WTO Doha Round Goes Down In Flames

July 30, 2008 (LPAC)--In the ninth day of World Trade Organization talks in Geneva, formal negotiations were called off today, after a stand-off resulted from the insistence yesterday by Kamal Nath, India Minister for Commerce and Trade--supported by Indonesia--that nations have the right to protect their farmers and domestic food supply against import surges of foodstuffs. Nath is demanding that effective Special Safeguard Mechanisms (SSMs) must be in any new pact. This demand has been opposed by the United States, and representatives from the cartel export-source nations in South America. But India and Indonesia are adamant.

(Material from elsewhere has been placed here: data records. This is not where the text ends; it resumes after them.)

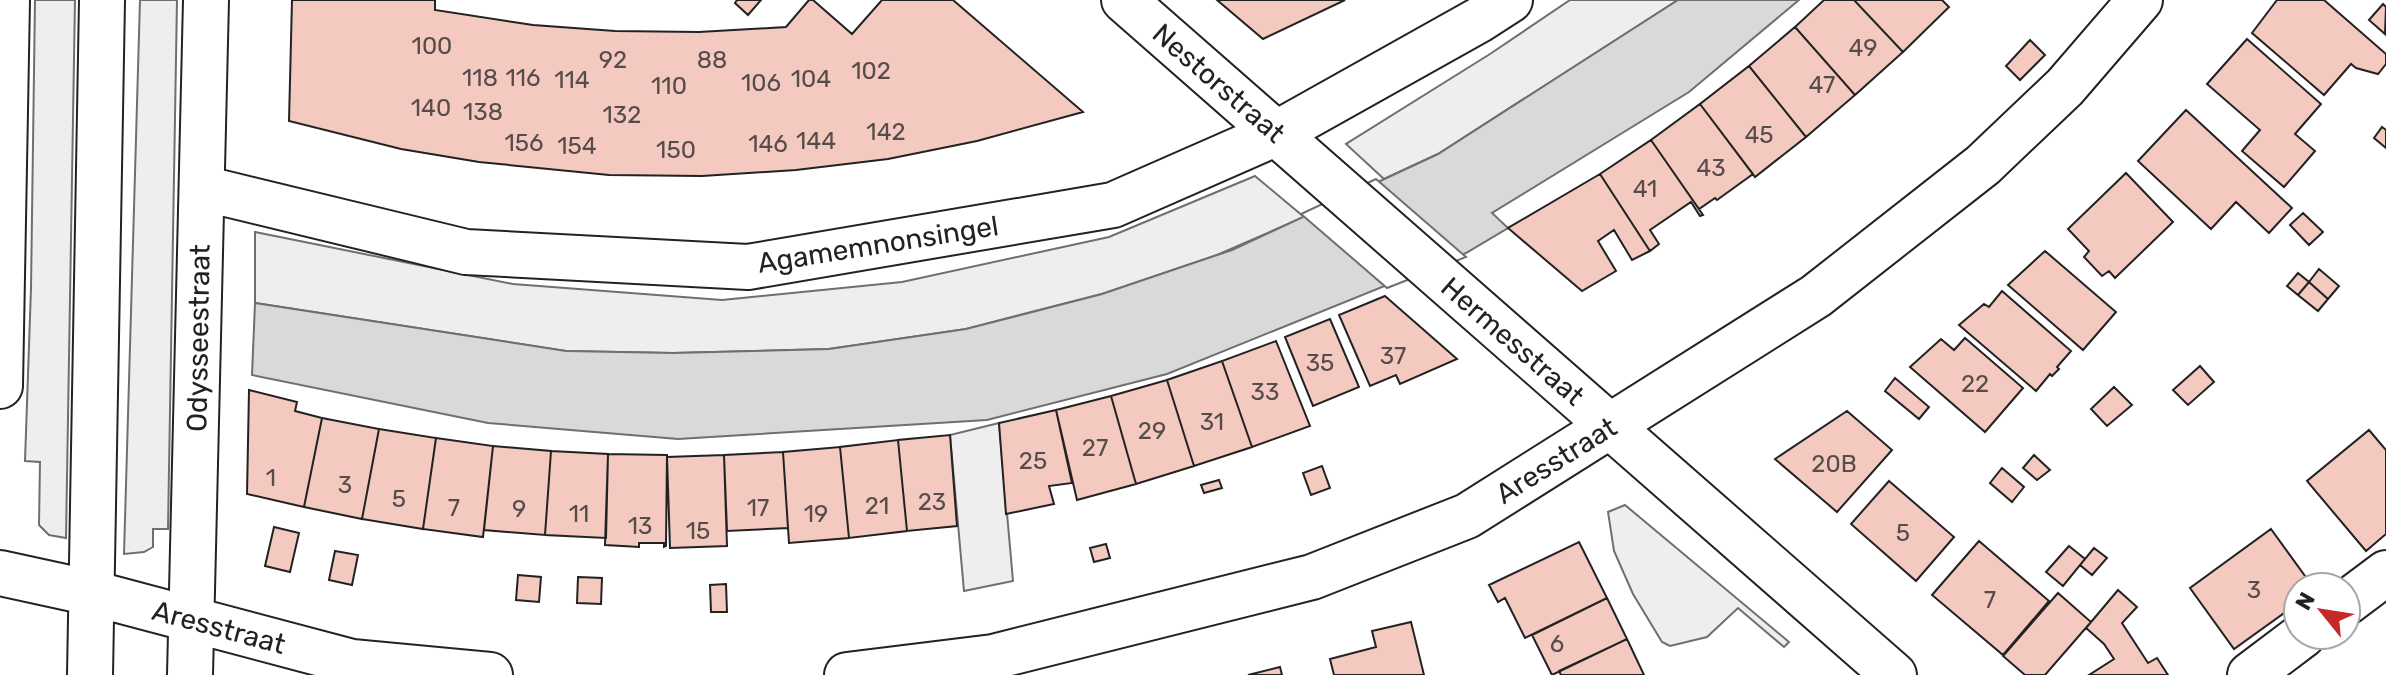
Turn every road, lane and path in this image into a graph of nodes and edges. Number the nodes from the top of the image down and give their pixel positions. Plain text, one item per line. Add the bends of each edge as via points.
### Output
1 (7, 0) edge
2 (102, 0) edge
3 (206, 0) edge
4 (1124, 0) edge
5 (1510, 0) edge
6 (2140, 0) edge
7 (1277, 133) junction
8 (1313, 165) joint
9 (202, 188) junction
10 (0, 386) edge
11 (1611, 427) junction
12 (0, 573) edge
13 (2386, 573) edge
14 (2362, 591) edge
15 (92, 593) junction
16 (192, 619) junction
17 (2282, 651) edge
18 (90, 675) edge
19 (190, 675) edge
20 (490, 675) edge
21 (847, 675) edge
22 (1894, 675) edge
23 (2250, 675) edge

1 - 10 street
2 - 15 street
3 - 9 street, Odysseestraat
4 - 7 street, Nestorstraat
5 - 7 street, Agamemnonsingel
6 - 11 street, Aresstraat via 2065,87 1983,165 1816,296
7 - 8 street, Nestorstraat
7 - 9 street, Agamemnonsingel via 1113,205 748,267 466,252
8 - 11 street, Hermesstraat
9 - 16 street, Odysseestraat
11 - 21 street, Aresstraat via 1467,516 1312,577 993,657
11 - 22 street, Hermesstraat
12 - 15 street, Aresstraat
13 - 14 street
15 - 16 street, Aresstraat
15 - 18 street
16 - 19 street, Odysseestraat
16 - 20 street, Aresstraat via 352,662
17 - 23 street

Nath said last night that 90 nations supported his position, and that he was determined to protect the "poorest of the poor from import surges." Nath dismissed as "not workable" a proposal by WTO Director General Pascal Lamy, on how to modify the SSM so it might by acceptable to both sides of the dispute.

India is strongly supported by Trade Minister Mari Pangestu of Indonesia, who said in the debate that she has to ensure the survival of 60 million farmers--mostly small-scale rice growers--who are vulnerable to competition from large foreign producers. Many developing countries are pointing to the current jump in food prices as a major reason for why their farmers need extra protection against a spike in prices or imports. They say rapid fluctuations could cause entire domestic rice markets to dry up if left unchecked, imperiling their food security.

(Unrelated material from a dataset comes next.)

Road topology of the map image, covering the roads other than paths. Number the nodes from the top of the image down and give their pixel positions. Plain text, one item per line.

India and Indonesia--the world's fourth largest population, account for 1.387 billion of the world's people. China too, has lined up with India, demanding the right to set high tariffs on rice and sugar, and also cotton, as needed to protect its farmers and 1.330 billion people. The Chinese Commerce Minister Chen Deming said in Geneva, "The crux of the current serious difficulties that have arisen in the Doha Round negotiations is that, having protected its own interest, the United States is asking a price as high as heaven."

Lamy is reportedly trying to resume talks tonight on an "informal" basis, as various sub-groups confer throughout the day. Several ministerial delegations have begun leaving the city. The U.S. Permanent Representative to the WTO David Shark complained of the WTO Doha Round now put under the "greatest jeopardy of its seven-year life."

The accusations were red-hot yesterday, as the U.S. and the WTO secretariat ran into a brick wall on the de facto question of sovereignty implicit in India's position. In one incident inside the discussion hall, the U.S. Trade Representative Susan Schwab, throwing up her hands, said, "I have noted with time that if you pull one threat it is likely to unwrap. So now we are in a situation where one country has parted with the original agreement and the second country is backtracking on its commitment it made to rest of us." Then, she added--continuing her conspicuous avoidance of naming names, that some large emerging countries were causing problems in clinching a global trade deal.

In reply, Trade Minister Nath stood up and said: "We are large, I can't help that. We are emerging and nobody should brush that."

It was after this intense exchange in the discussion hall that official talks were called off for this morning, and later cancelled althogether.

At the July 18 U.N. General Assembly Special Session on the Global Food and Energy Crisis, the India representative was also among the most outspoken about the crisis, and need for nation-serving measures. Nirupam Sen, Permanent Representative of India to the U.N., began by emphasizing the need to take up the food and energy crises as an integrated matter, adding, ``It would have been even more useful to consider today the third crisis also--i.e., the global financial crisis, which is posing its interrelated challenges to our development efforts. Any meaningful response must address all these three issues.''

The other battles lines in Geneva right now, are taking place within the European Union bloc itself. Nine EU member states are demanding better terms that the EU Trade Minister Peter Mandelson will permit. These are: France, Ireland, Poland, Hungary, Greece, Portugal, Lithuania, Cyprus and Italy. Today, for example, the Irish Farmers Association is holding a rally at the Government Buildings in Dublin, to protest WTO beef trade proposals.